[Saved data entries]
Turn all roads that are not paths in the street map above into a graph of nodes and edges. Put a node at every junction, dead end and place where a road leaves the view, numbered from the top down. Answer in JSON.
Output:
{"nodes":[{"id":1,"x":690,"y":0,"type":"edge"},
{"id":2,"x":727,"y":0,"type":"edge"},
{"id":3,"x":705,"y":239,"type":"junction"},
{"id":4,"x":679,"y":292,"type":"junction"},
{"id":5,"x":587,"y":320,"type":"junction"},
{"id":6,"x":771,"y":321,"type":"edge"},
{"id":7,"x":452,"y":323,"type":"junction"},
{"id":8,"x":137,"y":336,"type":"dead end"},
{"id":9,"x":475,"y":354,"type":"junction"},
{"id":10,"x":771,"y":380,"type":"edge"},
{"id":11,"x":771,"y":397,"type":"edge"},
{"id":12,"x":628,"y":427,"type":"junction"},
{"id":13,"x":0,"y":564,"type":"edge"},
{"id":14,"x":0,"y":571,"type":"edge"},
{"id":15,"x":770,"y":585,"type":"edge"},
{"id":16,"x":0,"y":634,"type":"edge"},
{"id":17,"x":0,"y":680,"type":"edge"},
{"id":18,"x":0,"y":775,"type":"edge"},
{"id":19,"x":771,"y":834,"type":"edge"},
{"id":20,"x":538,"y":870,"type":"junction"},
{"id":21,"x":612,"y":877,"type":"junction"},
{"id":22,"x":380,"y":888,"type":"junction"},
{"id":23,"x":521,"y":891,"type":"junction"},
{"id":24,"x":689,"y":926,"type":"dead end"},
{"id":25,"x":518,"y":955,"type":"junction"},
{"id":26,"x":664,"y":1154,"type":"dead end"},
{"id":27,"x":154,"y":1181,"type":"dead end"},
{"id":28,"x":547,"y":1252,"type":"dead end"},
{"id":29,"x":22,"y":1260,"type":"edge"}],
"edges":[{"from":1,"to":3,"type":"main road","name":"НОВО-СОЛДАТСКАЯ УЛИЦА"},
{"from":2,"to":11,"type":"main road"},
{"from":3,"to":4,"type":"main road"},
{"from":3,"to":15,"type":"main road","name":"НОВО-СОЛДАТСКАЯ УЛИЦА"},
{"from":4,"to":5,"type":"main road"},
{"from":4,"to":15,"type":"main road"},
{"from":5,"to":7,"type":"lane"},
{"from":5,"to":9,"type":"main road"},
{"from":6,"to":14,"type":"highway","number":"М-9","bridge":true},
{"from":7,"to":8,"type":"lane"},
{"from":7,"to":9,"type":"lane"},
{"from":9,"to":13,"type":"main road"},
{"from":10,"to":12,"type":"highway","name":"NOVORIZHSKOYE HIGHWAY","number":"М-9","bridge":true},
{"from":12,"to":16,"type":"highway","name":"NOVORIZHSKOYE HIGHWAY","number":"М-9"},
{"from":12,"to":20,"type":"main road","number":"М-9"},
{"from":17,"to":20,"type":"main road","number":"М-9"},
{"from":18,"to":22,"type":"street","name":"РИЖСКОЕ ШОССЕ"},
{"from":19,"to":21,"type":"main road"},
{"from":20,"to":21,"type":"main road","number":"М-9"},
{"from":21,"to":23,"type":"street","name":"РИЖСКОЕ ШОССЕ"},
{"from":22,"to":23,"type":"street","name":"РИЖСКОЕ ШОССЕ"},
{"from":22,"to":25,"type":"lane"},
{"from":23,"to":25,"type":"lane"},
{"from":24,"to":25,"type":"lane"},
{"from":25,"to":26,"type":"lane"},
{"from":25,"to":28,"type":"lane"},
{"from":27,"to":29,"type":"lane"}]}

• _WHAT IS NEEDED_
Reproduce the complete data exactly as presented above.

• _WRITTEN ANSWER_
Turn all roads that are not paths in the street map above into a graph of nodes and edges. Put a node at every junction, dead end and place where a road leaves the view, numbered from the top down. Answer in JSON.
Output:
{"nodes":[{"id":1,"x":690,"y":0,"type":"edge"},
{"id":2,"x":727,"y":0,"type":"edge"},
{"id":3,"x":705,"y":239,"type":"junction"},
{"id":4,"x":679,"y":292,"type":"junction"},
{"id":5,"x":587,"y":320,"type":"junction"},
{"id":6,"x":771,"y":321,"type":"edge"},
{"id":7,"x":452,"y":323,"type":"junction"},
{"id":8,"x":137,"y":336,"type":"dead end"},
{"id":9,"x":475,"y":354,"type":"junction"},
{"id":10,"x":771,"y":380,"type":"edge"},
{"id":11,"x":771,"y":397,"type":"edge"},
{"id":12,"x":628,"y":427,"type":"junction"},
{"id":13,"x":0,"y":564,"type":"edge"},
{"id":14,"x":0,"y":571,"type":"edge"},
{"id":15,"x":770,"y":585,"type":"edge"},
{"id":16,"x":0,"y":634,"type":"edge"},
{"id":17,"x":0,"y":680,"type":"edge"},
{"id":18,"x":0,"y":775,"type":"edge"},
{"id":19,"x":771,"y":834,"type":"edge"},
{"id":20,"x":538,"y":870,"type":"junction"},
{"id":21,"x":612,"y":877,"type":"junction"},
{"id":22,"x":380,"y":888,"type":"junction"},
{"id":23,"x":521,"y":891,"type":"junction"},
{"id":24,"x":689,"y":926,"type":"dead end"},
{"id":25,"x":518,"y":955,"type":"junction"},
{"id":26,"x":664,"y":1154,"type":"dead end"},
{"id":27,"x":154,"y":1181,"type":"dead end"},
{"id":28,"x":547,"y":1252,"type":"dead end"},
{"id":29,"x":22,"y":1260,"type":"edge"}],
"edges":[{"from":1,"to":3,"type":"main road","name":"НОВО-СОЛДАТСКАЯ УЛИЦА"},
{"from":2,"to":11,"type":"main road"},
{"from":3,"to":4,"type":"main road"},
{"from":3,"to":15,"type":"main road","name":"НОВО-СОЛДАТСКАЯ УЛИЦА"},
{"from":4,"to":5,"type":"main road"},
{"from":4,"to":15,"type":"main road"},
{"from":5,"to":7,"type":"lane"},
{"from":5,"to":9,"type":"main road"},
{"from":6,"to":14,"type":"highway","number":"М-9","bridge":true},
{"from":7,"to":8,"type":"lane"},
{"from":7,"to":9,"type":"lane"},
{"from":9,"to":13,"type":"main road"},
{"from":10,"to":12,"type":"highway","name":"NOVORIZHSKOYE HIGHWAY","number":"М-9","bridge":true},
{"from":12,"to":16,"type":"highway","name":"NOVORIZHSKOYE HIGHWAY","number":"М-9"},
{"from":12,"to":20,"type":"main road","number":"М-9"},
{"from":17,"to":20,"type":"main road","number":"М-9"},
{"from":18,"to":22,"type":"street","name":"РИЖСКОЕ ШОССЕ"},
{"from":19,"to":21,"type":"main road"},
{"from":20,"to":21,"type":"main road","number":"М-9"},
{"from":21,"to":23,"type":"street","name":"РИЖСКОЕ ШОССЕ"},
{"from":22,"to":23,"type":"street","name":"РИЖСКОЕ ШОССЕ"},
{"from":22,"to":25,"type":"lane"},
{"from":23,"to":25,"type":"lane"},
{"from":24,"to":25,"type":"lane"},
{"from":25,"to":26,"type":"lane"},
{"from":25,"to":28,"type":"lane"},
{"from":27,"to":29,"type":"lane"}]}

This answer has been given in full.